- SQL tables had index/PK/FK which doesn't exist on Hive. How do we address this? For example if we need to join 2-3 large tables on hive - how do we optimize this? Shall we use buckets? Or partitioning? Shall we use new tables on top of the SQOOP exported hive tables?
Use both partitioning and bucketing to improve performance.
Partitioning is the the technique to distribute data physically across different partitions. Imagine you partition by year/month/day. Now imagine running a query to scan data and in your where clause you have a date. Well, Hive in this case will physically scan only the partition which has that date. You are not doing a table space scan. Partitioning however, works so much. You cannot have for example a million partition. That will be too much work in query preparation. So you have to find a balance. Some people will tell you that 100K partitions are fine and others might say that you shouldn't go over 50K partitions. I am conservative and will suggest no more than 50K partitions per table. Remember, sub partitions like "year/month/date" will multiply faster. So if you have daily data, then see the number of partitions you will have if you partition by day vs month and ideally in my opinion, don't go over 50K partitions. Partition is for data with low cardinality.
Now, you may also have data like "id" which have high cardinality. Use bucketing for this. Bucketing will hash your ids to a fix number of buckets. This certainly helps with joins when Hive knows that id x will always hash to bucket x. This comes handy when you join two tables based on bucketing column.

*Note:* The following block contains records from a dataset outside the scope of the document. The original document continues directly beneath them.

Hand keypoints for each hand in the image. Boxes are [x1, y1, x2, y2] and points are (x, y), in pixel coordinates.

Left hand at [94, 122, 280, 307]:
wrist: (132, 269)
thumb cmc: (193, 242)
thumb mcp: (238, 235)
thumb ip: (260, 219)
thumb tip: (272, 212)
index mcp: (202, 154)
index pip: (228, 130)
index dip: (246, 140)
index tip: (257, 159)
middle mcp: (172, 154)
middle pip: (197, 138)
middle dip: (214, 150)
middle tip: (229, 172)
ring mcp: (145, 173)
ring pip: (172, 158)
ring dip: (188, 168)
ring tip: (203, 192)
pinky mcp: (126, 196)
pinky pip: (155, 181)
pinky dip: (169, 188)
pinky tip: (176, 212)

2. A fact table has many key columns and indexes. How do we use buckets or partitioning on those tables?
Bucket columns with high cardinality and partition on low cardinality columns. Partitioning will reduce the amount of data that will be physically scanned. This is very important for running efficient queries.
3. In SQL - we used to create views/derived tables that would be used as input to ML development. What could be the alternative here? A new hive table by joining the other hive tables? Or use spark to load the different hive tables and join using a pyspark workflow to do the heavy lifting?
Views in Hive are logical and not materialized - someone can correct me if this has changed, but my understanding is views are just logical, so not sure if this would help.
I like the pyspark approach. Create a temp table and run your workflow and drop it at the end.
4. For the large fact tables loaded in hdfs and hive which typically has many key columns (and indexes on SQL) how do we optimize the access while joining them? Create multiple version of the same table with different bucketing/partitioning keys?
I think this is same as question 1 and 2. I think partitioning will be just as good as creating multiple tables unless you have 100's of thousands pf partitions. In that case may be divide your table in more tables but you usually don't really need to do this. Use partitioning with bucketing and you should be able to have good performance.